── Records shown ──

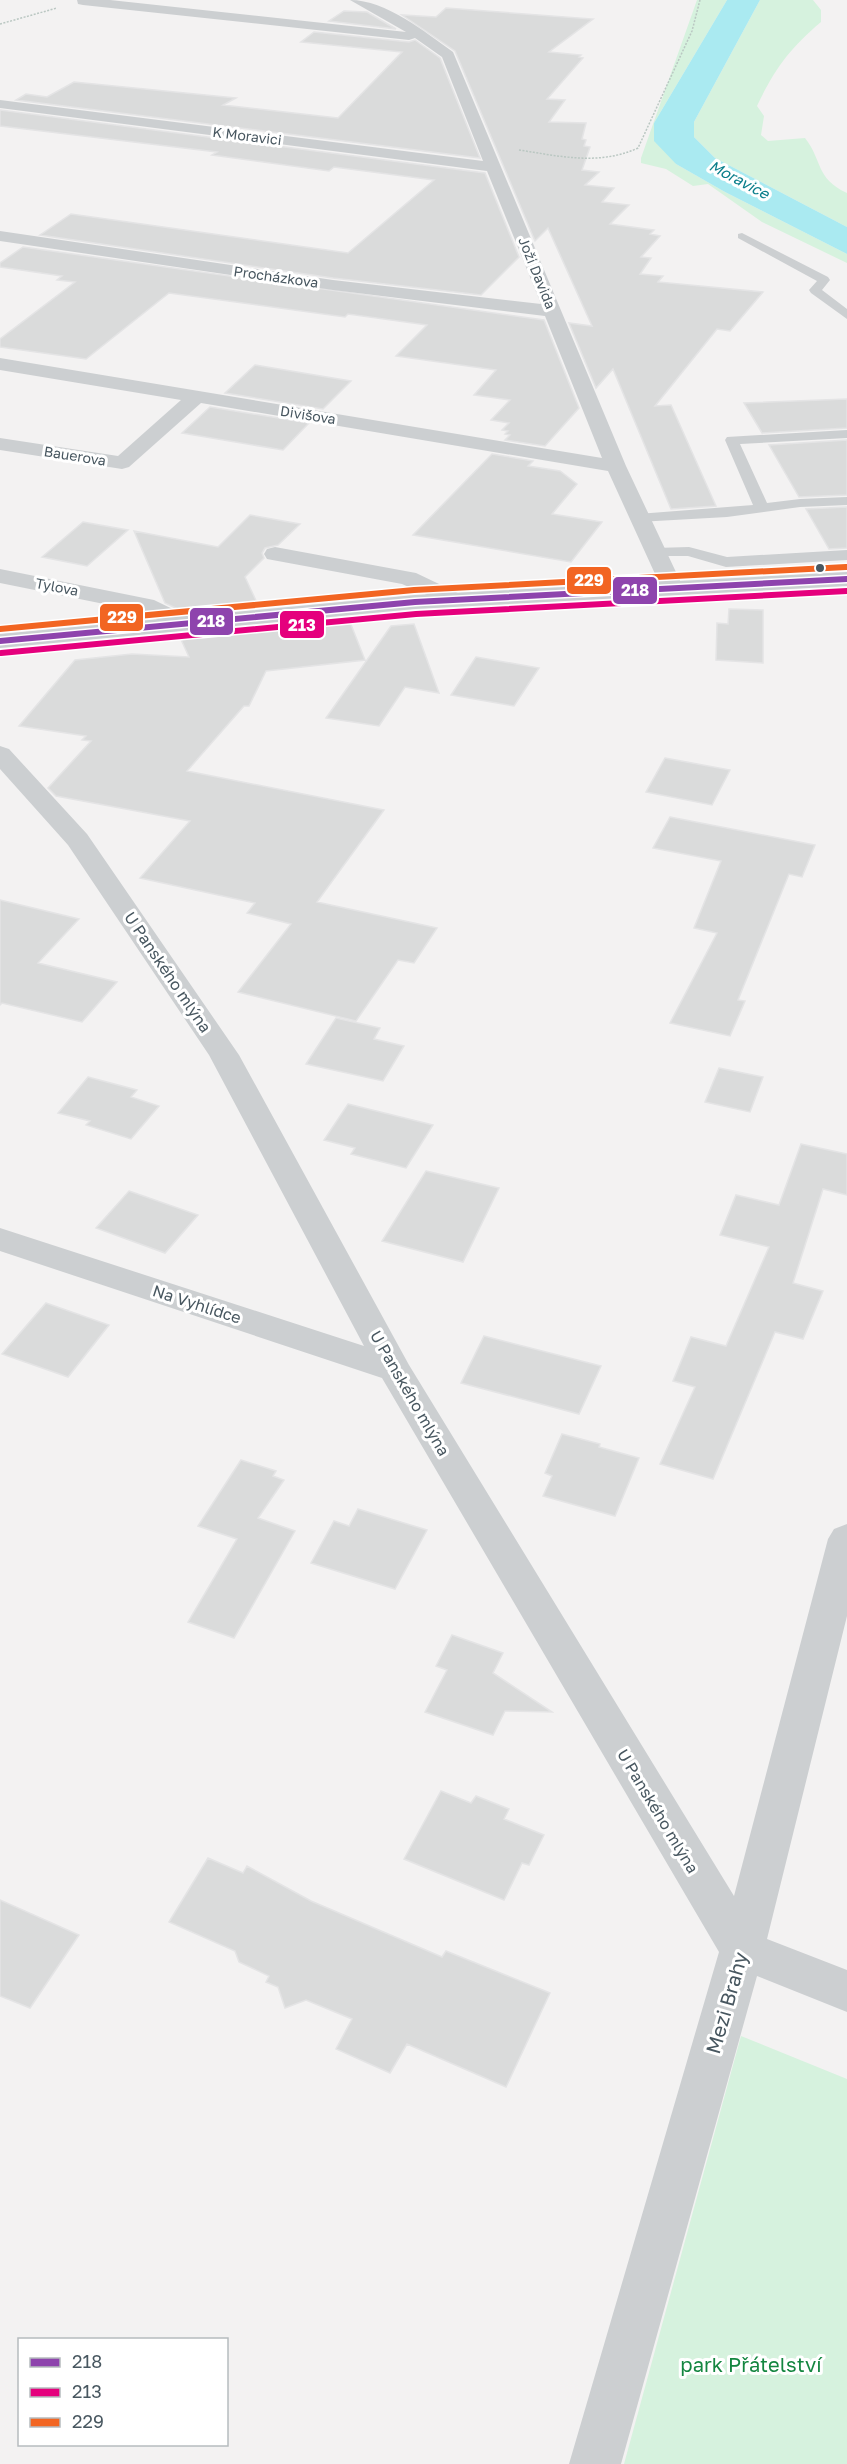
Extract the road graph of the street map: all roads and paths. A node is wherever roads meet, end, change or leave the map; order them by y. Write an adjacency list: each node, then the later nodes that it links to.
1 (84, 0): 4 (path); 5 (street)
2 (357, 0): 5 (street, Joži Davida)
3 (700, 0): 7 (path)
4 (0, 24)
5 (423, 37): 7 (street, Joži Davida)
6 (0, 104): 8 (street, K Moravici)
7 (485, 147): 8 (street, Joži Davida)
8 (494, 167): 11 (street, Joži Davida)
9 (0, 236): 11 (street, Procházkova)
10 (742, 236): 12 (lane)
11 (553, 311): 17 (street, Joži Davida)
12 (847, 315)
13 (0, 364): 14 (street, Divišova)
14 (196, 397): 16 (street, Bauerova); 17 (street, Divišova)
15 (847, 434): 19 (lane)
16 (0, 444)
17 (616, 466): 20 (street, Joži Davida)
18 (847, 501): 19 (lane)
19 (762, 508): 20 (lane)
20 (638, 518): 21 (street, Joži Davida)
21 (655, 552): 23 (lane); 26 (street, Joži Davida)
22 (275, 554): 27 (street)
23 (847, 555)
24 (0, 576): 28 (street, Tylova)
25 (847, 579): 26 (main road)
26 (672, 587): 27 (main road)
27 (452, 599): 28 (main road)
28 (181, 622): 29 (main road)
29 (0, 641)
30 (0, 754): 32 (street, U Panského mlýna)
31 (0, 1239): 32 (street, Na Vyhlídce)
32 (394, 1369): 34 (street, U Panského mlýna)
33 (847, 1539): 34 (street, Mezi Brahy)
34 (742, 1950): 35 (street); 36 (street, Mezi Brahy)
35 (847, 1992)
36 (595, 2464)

───

### Problem description
Apart from its pictures, the data is to be repeated exactly.

### Output of the exercise
Extract the road graph of the street map: all roads and paths. A node is wherever roads meet, end, change or leave the map; order them by y. Write an adjacency list: each node, then the later nodes that it links to.
1 (84, 0): 4 (path); 5 (street)
2 (357, 0): 5 (street, Joži Davida)
3 (700, 0): 7 (path)
4 (0, 24)
5 (423, 37): 7 (street, Joži Davida)
6 (0, 104): 8 (street, K Moravici)
7 (485, 147): 8 (street, Joži Davida)
8 (494, 167): 11 (street, Joži Davida)
9 (0, 236): 11 (street, Procházkova)
10 (742, 236): 12 (lane)
11 (553, 311): 17 (street, Joži Davida)
12 (847, 315)
13 (0, 364): 14 (street, Divišova)
14 (196, 397): 16 (street, Bauerova); 17 (street, Divišova)
15 (847, 434): 19 (lane)
16 (0, 444)
17 (616, 466): 20 (street, Joži Davida)
18 (847, 501): 19 (lane)
19 (762, 508): 20 (lane)
20 (638, 518): 21 (street, Joži Davida)
21 (655, 552): 23 (lane); 26 (street, Joži Davida)
22 (275, 554): 27 (street)
23 (847, 555)
24 (0, 576): 28 (street, Tylova)
25 (847, 579): 26 (main road)
26 (672, 587): 27 (main road)
27 (452, 599): 28 (main road)
28 (181, 622): 29 (main road)
29 (0, 641)
30 (0, 754): 32 (street, U Panského mlýna)
31 (0, 1239): 32 (street, Na Vyhlídce)
32 (394, 1369): 34 (street, U Panského mlýna)
33 (847, 1539): 34 (street, Mezi Brahy)
34 (742, 1950): 35 (street); 36 (street, Mezi Brahy)
35 (847, 1992)
36 (595, 2464)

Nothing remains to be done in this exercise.